The bipolar valence‑arousal model of conscious emotion experience is a prominent framework in emotion research. The study tests whether arousal uniquely predicts physiological arousal and self‑reported feelings beyond valence in responses to visual stimuli. The authors used Bayesian model comparison to test the null hypothesis that arousal adds no predictive value beyond valence. Results show arousal does not improve prediction of electrodermal activity or global feelings beyond valence, with only a minor unique effect (1.5–4 % variance).

Abstract

The bipolar valence-arousal model of conscious experience of emotions is prominent in emotion research. In this work, we examine the validity of this model in the context of feelings elicited by visual stimuli. In particular, we examine whether arousal has a unique contribution over bivariate valence (separate measures for pleasure and displeasure) in explaining physiological arousal (electrodermal activity, EDA) and self-reported feelings at the level of item-specific responses across and within individuals.

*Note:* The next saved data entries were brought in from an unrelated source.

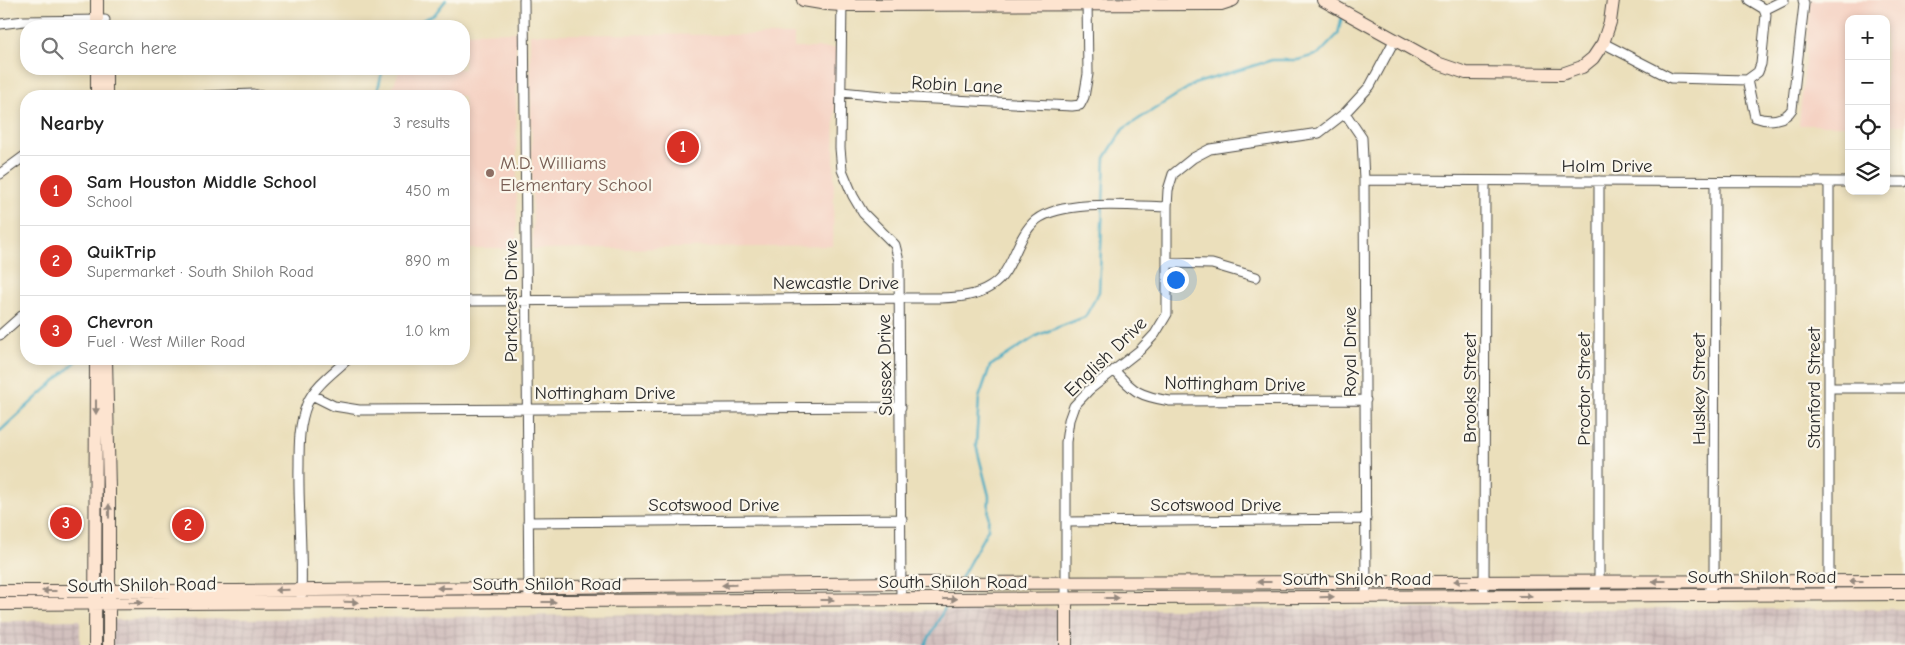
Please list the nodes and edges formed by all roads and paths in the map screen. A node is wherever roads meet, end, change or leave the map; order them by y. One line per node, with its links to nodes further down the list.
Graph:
1 (97, 0): 15 (main road)
2 (106, 0): 16 (main road)
3 (524, 0): 43 (street, Parkcrest Drive)
4 (803, 0): 11 (main road)
5 (1233, 0): 13 (main road)
6 (1323, 0): 19 (main road)
7 (1613, 0): 20 (main road)
8 (1749, 0): 14 (street)
9 (1784, 0): 14 (street)
10 (1803, 0): 23 (street)
11 (842, 2): 12 (main road); 26 (street, Sussex Drive)
12 (1087, 2): 13 (main road); 26 (street, Robin Lane)
13 (1188, 2)
14 (1764, 10): 23 (street)
15 (100, 20)
16 (102, 20)
17 (20, 22): 18 (street)
18 (0, 24)
19 (1395, 39): 20 (main road); 27 (street, English Drive)
20 (1603, 43): 23 (street)
21 (97, 75): 24 (main road)
22 (106, 75): 25 (main road)
23 (1747, 80)
24 (97, 90)
25 (106, 90)
26 (841, 92): 41 (street, Sussex Drive)
27 (1345, 113): 30 (street, Royal Drive); 38 (street, English Drive)
28 (20, 159): 29 (street)
29 (0, 174)
30 (1364, 180): 31 (street, Holm Drive); 53 (street, Royal Drive)
31 (1485, 181): 32 (street, Holm Drive); 61 (street, Brooks Street)
32 (1599, 181): 33 (street, Holm Drive); 62 (street, Proctor Street)
33 (1715, 182): 34 (street, Holm Drive); 63 (street, Huskey Street)
34 (1830, 182): 35 (street, Holm Drive); 50 (street, Stanford Street)
35 (1845, 182)
36 (1890, 182): 37 (street)
37 (1905, 182)
38 (1167, 207): 39 (street, English Drive); 41 (street, Newcastle Drive)
39 (1167, 263): 40 (street); 49 (street, English Drive)
40 (1256, 277)
41 (900, 298): 43 (street, Newcastle Drive); 54 (street, Sussex Drive)
42 (470, 301): 43 (street, Newcastle Drive)
43 (526, 301): 55 (street, Parkcrest Drive)
44 (20, 317): 45 (street)
45 (0, 335)
46 (96, 365): 78 (main road, one-way to 78)
47 (106, 365): 76 (main road, one-way to 47)
48 (341, 365): 52 (street)
49 (1114, 370): 53 (street, Nottingham Drive); 59 (street, English Drive)
50 (1829, 388): 51 (street); 64 (street, Stanford Street)
51 (1905, 388)
52 (312, 395): 55 (street, Nottingham Drive); 72 (street)
53 (1366, 400): 56 (street, Royal Drive)
54 (901, 407): 55 (street, Nottingham Drive); 57 (street, Sussex Drive)
55 (526, 409): 58 (street, Parkcrest Drive)
56 (1366, 519): 59 (street, Scotswood Drive); 60 (street, Royal Drive)
57 (902, 520): 58 (street, Scotswood Drive); 67 (street, Sussex Drive)
58 (528, 522): 68 (street, Parkcrest Drive)
59 (1066, 522): 66 (street, English Drive)
60 (1365, 581): 61 (main road, South Shiloh Road, one-way to 60); 66 (main road, South Shiloh Road, one-way to 66); 77 (street, Royal Drive)
61 (1484, 581): 62 (main road, South Shiloh Road); 74 (street, Brooks Street)
62 (1598, 581): 63 (main road, South Shiloh Road, one-way to 62); 75 (street, Proctor Street)
63 (1714, 581): 64 (main road, South Shiloh Road); 73 (street, Huskey Street)
64 (1829, 581): 65 (main road, South Shiloh Road, one-way to 64); 70 (street, Stanford Street)
65 (1905, 581)
66 (1066, 582): 67 (main road, South Shiloh Road); 80 (street, English Drive)
67 (901, 583): 68 (main road, South Shiloh Road, one-way to 68); 79 (street, Sussex Drive)
68 (529, 587): 72 (main road, South Shiloh Road, one-way to 72); 81 (street, Parkcrest Drive)
69 (0, 591): 78 (main road, South Shiloh Road, one-way to 69)
70 (1829, 594): 71 (main road, South Shiloh Road); 73 (main road, South Shiloh Road)
71 (1905, 594)
72 (301, 595): 76 (main road, South Shiloh Road); 81 (main road, South Shiloh Road, one-way to 81)
73 (1707, 595): 75 (main road, South Shiloh Road)
74 (1484, 596): 75 (main road, South Shiloh Road, one-way to 75); 77 (main road, South Shiloh Road)
75 (1593, 596)
76 (108, 597): 78 (main road, South Shiloh Road); 84 (main road)
77 (1366, 597): 80 (main road, South Shiloh Road, one-way to 77)
78 (94, 598): 82 (main road, South Shiloh Road); 83 (main road)
79 (901, 599): 80 (main road, South Shiloh Road, one-way to 80); 81 (main road, South Shiloh Road, one-way to 79)
80 (1066, 600): 85 (main road)
81 (529, 602)
82 (0, 604)
83 (95, 645)
84 (109, 645)
85 (1066, 645)

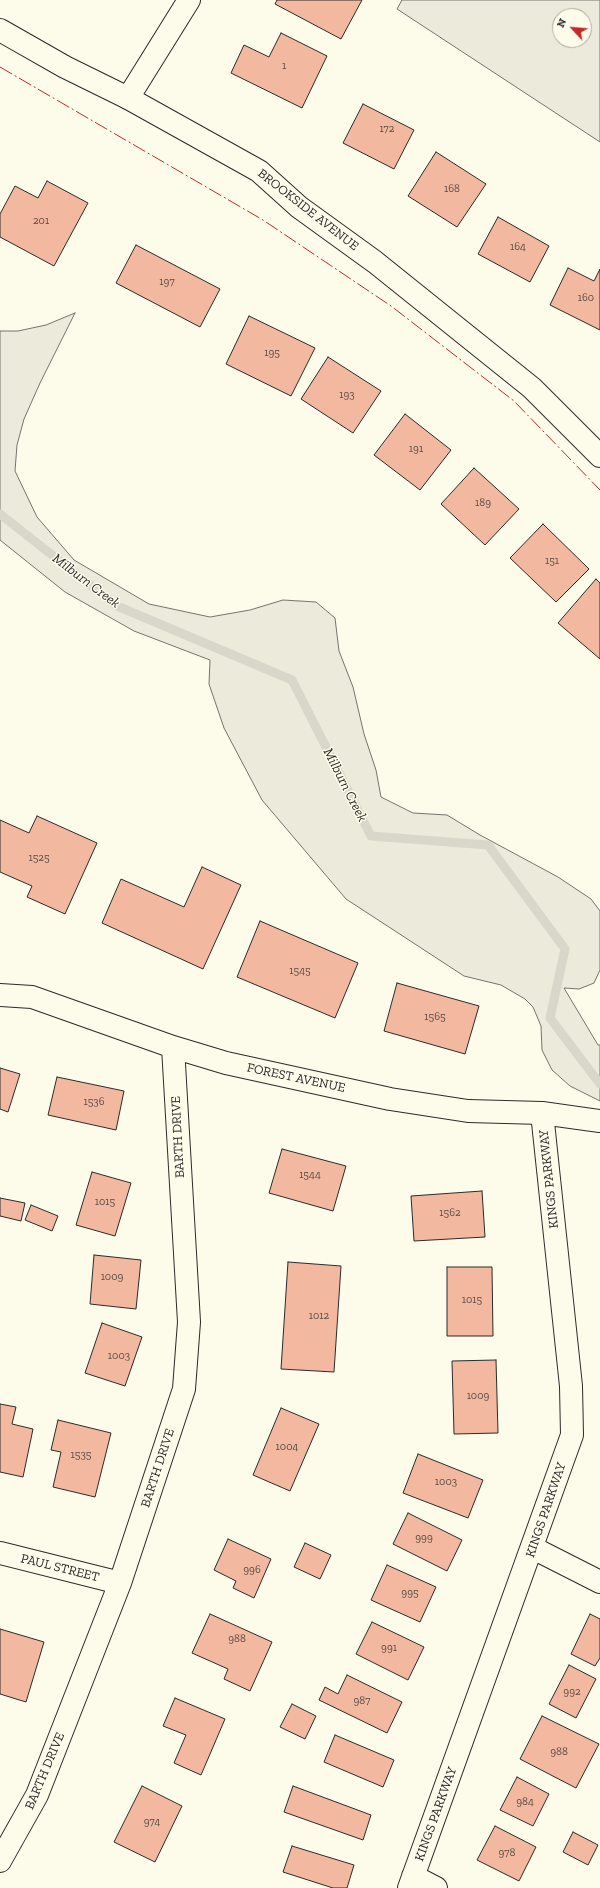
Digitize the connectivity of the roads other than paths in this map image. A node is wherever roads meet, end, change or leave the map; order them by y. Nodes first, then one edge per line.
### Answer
1 (189, 0) edge
2 (0, 30) edge
3 (128, 98) junction
4 (600, 456) edge
5 (0, 995) edge
6 (173, 1048) junction
7 (542, 1113) junction
8 (600, 1121) edge
9 (533, 1548) junction
10 (0, 1553) edge
11 (600, 1582) edge
12 (120, 1583) junction
13 (0, 1862) edge
14 (411, 1882) edge
15 (436, 1888) edge

1 - 3 street
2 - 3 street, BROOKSIDE AVENUE
3 - 4 street, BROOKSIDE AVENUE
5 - 6 street, FOREST AVENUE
6 - 7 street, FOREST AVENUE
6 - 12 street, BARTH DRIVE
7 - 8 street, FOREST AVENUE
7 - 9 street, KINGS PARKWAY
9 - 11 street
9 - 14 street, KINGS PARKWAY
10 - 12 street, PAUL STREET
12 - 13 street, BARTH DRIVE
14 - 15 street

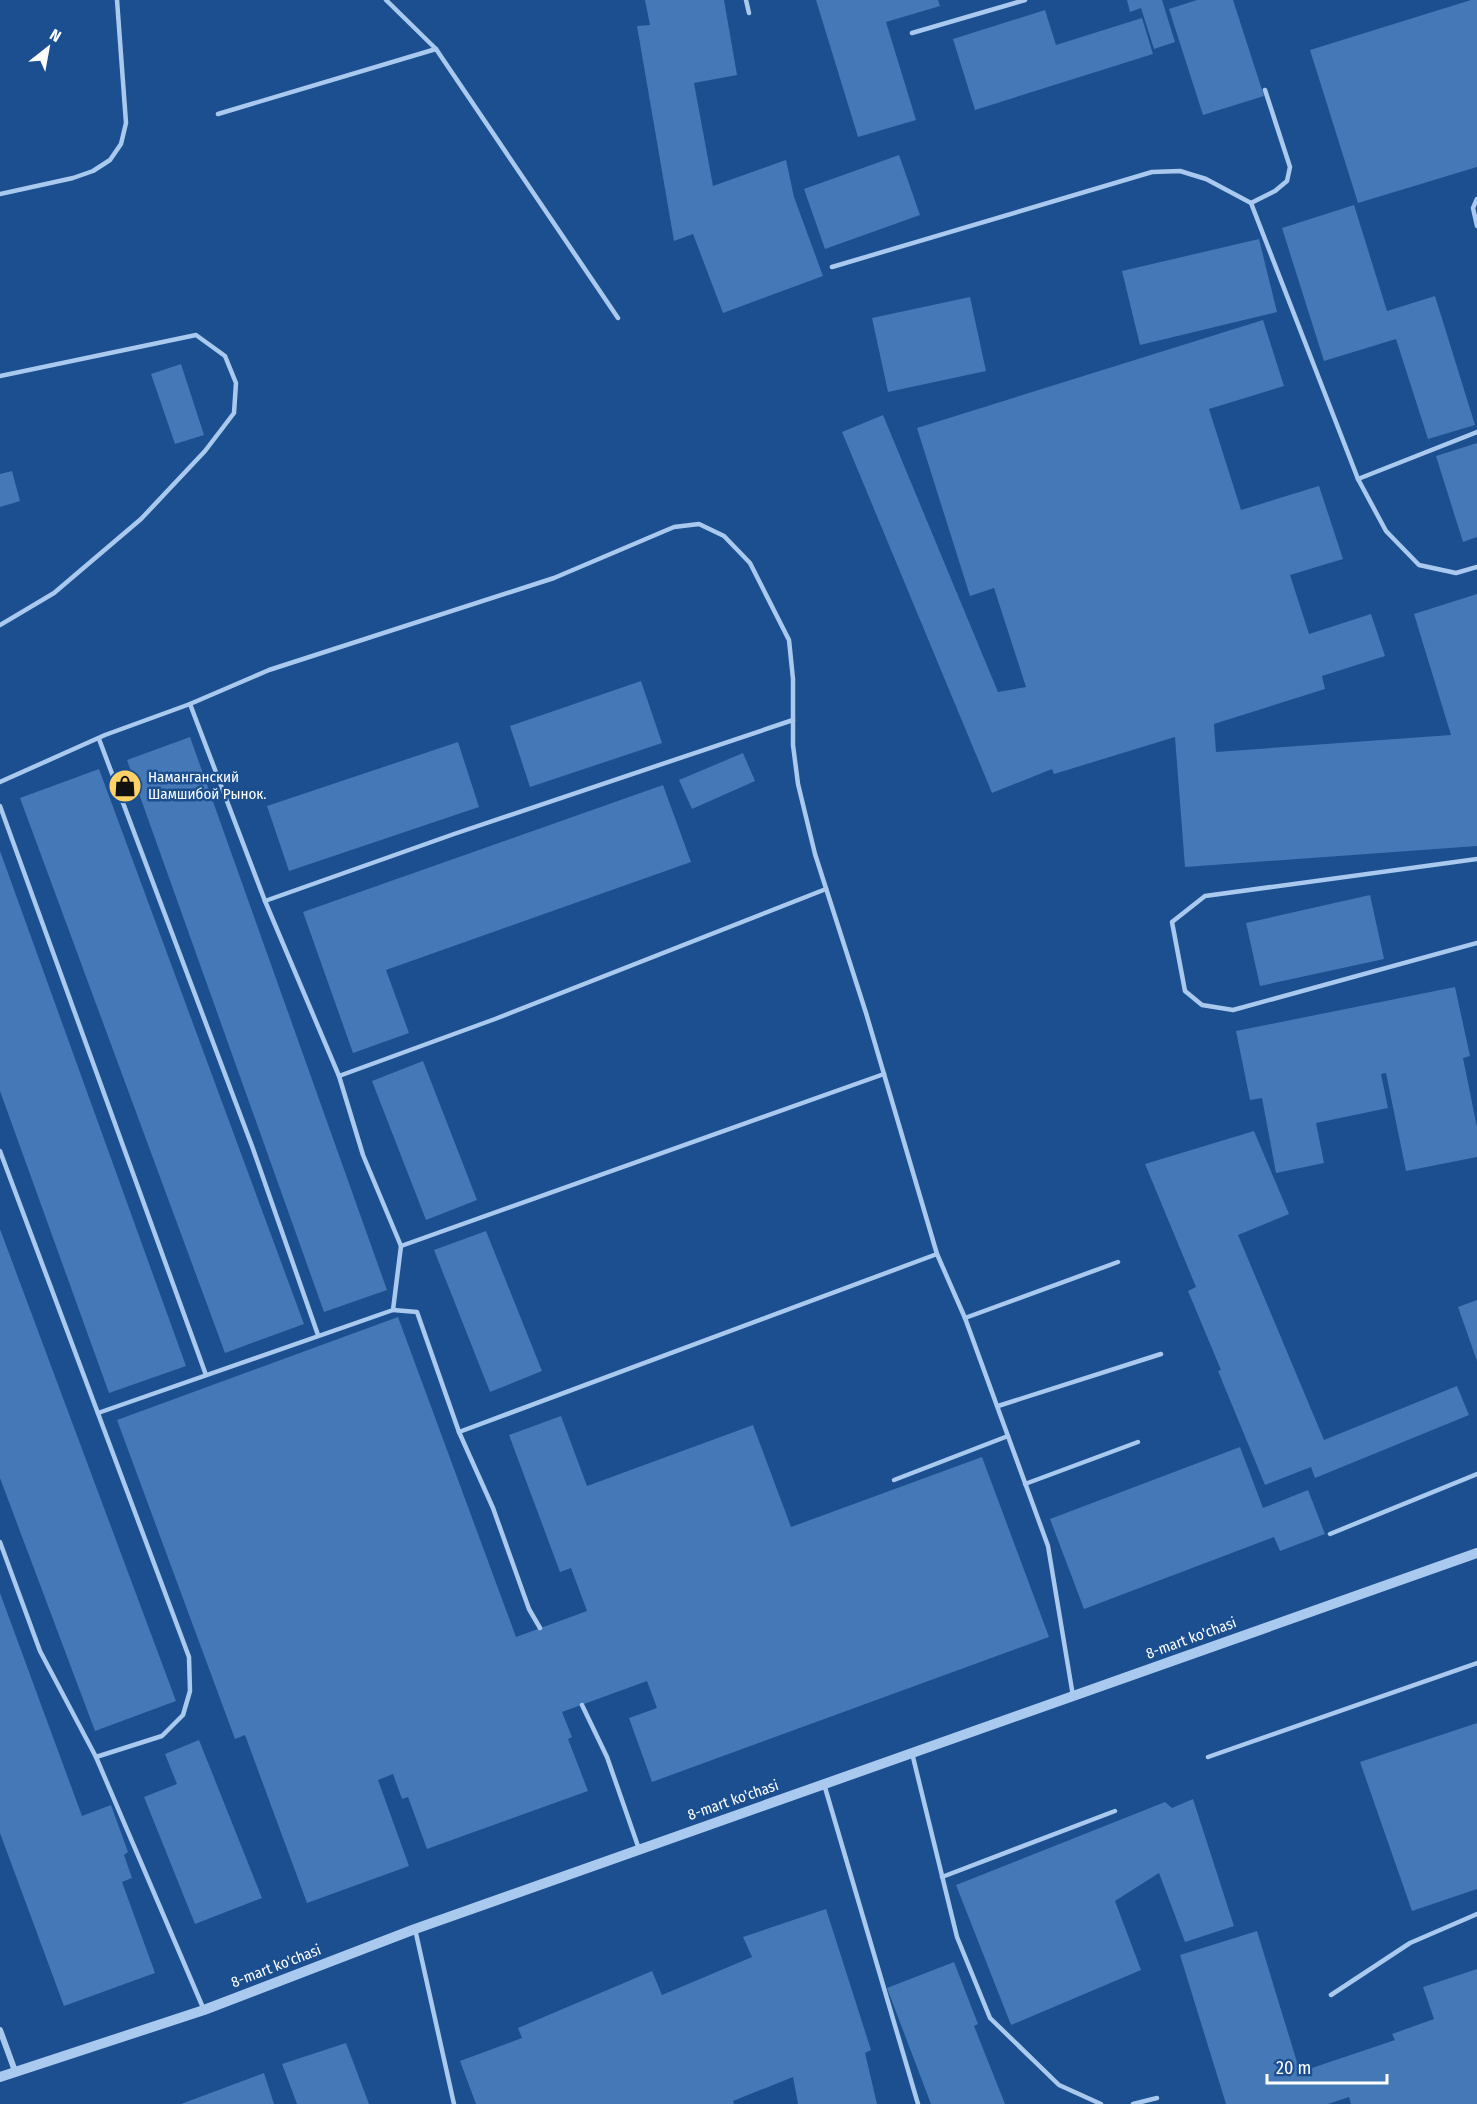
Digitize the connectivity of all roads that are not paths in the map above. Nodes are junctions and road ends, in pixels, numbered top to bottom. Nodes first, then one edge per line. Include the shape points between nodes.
1 (117, 0) edge
2 (386, 0) edge
3 (746, 0) edge
4 (1025, 0) edge
5 (749, 13) dead end
6 (912, 33) dead end
7 (436, 49) junction
8 (1265, 90) dead end
9 (218, 114) dead end
10 (0, 194) edge
11 (1477, 199) edge
12 (1251, 203) junction
13 (1477, 226) edge
14 (832, 267) dead end
15 (618, 318) dead end
16 (0, 376) edge
17 (1477, 432) edge
18 (1358, 479) junction
19 (1477, 567) edge
20 (0, 625) edge
21 (190, 704) junction
22 (793, 720) junction
23 (99, 739) junction
24 (0, 782) edge
25 (0, 806) edge
26 (1477, 859) edge
27 (826, 889) junction
28 (265, 901) junction
29 (1477, 943) edge
30 (884, 1074) junction
31 (339, 1076) junction
32 (0, 1151) edge
33 (401, 1246) junction
34 (937, 1254) junction
35 (1118, 1262) dead end
36 (393, 1311) junction
37 (965, 1318) junction
38 (318, 1335) junction
39 (1161, 1354) dead end
40 (206, 1375) junction
41 (998, 1406) junction
42 (98, 1413) junction
43 (459, 1432) junction
44 (1008, 1436) junction
45 (1138, 1442) dead end
46 (1477, 1474) edge
47 (894, 1480) dead end
48 (1025, 1484) junction
49 (1330, 1534) dead end
50 (0, 1542) edge
51 (1477, 1553) edge
52 (540, 1628) dead end
53 (1477, 1663) edge
54 (1073, 1696) junction
55 (582, 1705) dead end
56 (912, 1753) junction
57 (96, 1757) junction
58 (1208, 1757) dead end
59 (824, 1784) junction
60 (1115, 1811) dead end
61 (639, 1849) junction
62 (942, 1877) junction
63 (1477, 1914) edge
64 (415, 1929) junction
65 (1331, 1995) dead end
66 (204, 2010) junction
67 (0, 2030) edge
68 (15, 2071) junction
69 (0, 2077) edge
70 (1157, 2098) dead end
71 (454, 2104) edge
72 (918, 2104) edge
73 (1101, 2104) edge
74 (1133, 2104) edge

1 - 10 lane via 126,123 121,144 110,160 93,171
2 - 7 lane
3 - 5 lane
4 - 6 lane
7 - 9 lane
7 - 15 lane
8 - 12 lane via 1290,167 1287,181
11 - 13 lane via 1473,208
12 - 14 lane via 1206,179 1180,171 1152,172
12 - 18 lane
16 - 20 lane via 196,335 225,356 236,382 234,413 205,451 141,519 54,593
17 - 18 lane
18 - 19 lane via 1386,531 1419,565 1456,573
21 - 22 lane via 269,670 554,578 674,527 699,524 724,536 750,563 789,640 794,679
21 - 23 lane
21 - 28 lane
22 - 27 lane via 798,784
22 - 28 lane
23 - 24 lane
23 - 38 lane via 252,1146
25 - 40 lane
26 - 29 lane via 1205,896 1172,922 1185,991 1202,1005 1233,1010
27 - 30 lane
27 - 31 lane
28 - 31 lane
30 - 33 lane
30 - 34 lane
31 - 33 lane via 363,1155
32 - 42 lane
33 - 36 lane
34 - 37 lane
34 - 43 lane
35 - 37 lane
36 - 38 lane
36 - 43 lane via 417,1312
37 - 41 lane
38 - 40 lane
39 - 41 lane
40 - 42 lane
41 - 44 lane
42 - 57 lane via 189,1658 190,1692 183,1715 162,1737
43 - 52 lane
44 - 47 lane
44 - 48 lane
45 - 48 lane
46 - 49 lane
48 - 54 lane via 1048,1546
50 - 57 lane via 40,1651
51 - 54 street, 8-mart ko'chasi
53 - 58 lane
54 - 56 street, 8-mart ko'chasi
55 - 61 lane via 607,1757
56 - 59 street, 8-mart ko'chasi
56 - 62 lane
57 - 66 lane
59 - 61 street, 8-mart ko'chasi
59 - 72 lane
60 - 62 lane
61 - 64 street, 8-mart ko'chasi
62 - 73 lane via 957,1937 990,2018 1059,2085
63 - 65 lane via 1410,1943
64 - 66 street, 8-mart ko'chasi
64 - 71 lane
66 - 68 street, 8-mart ko'chasi
67 - 68 street
68 - 69 street, 8-mart ko'chasi
70 - 74 lane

Our results suggest that self-reports of arousal have neither an advantage in predicting EDA nor make a unique contribution when valence is present in the model. Acceptance of the null hypothesis was confirmed with the use of the Bayesian information criterion. Arousal also showed no advantage over valence in predicting global feelings, but demonstrated a small unique component (1.5% to 4% of variance explained). These results have practical implications for both experimental design in the study of emotions and the underlying bases of their conscious experience.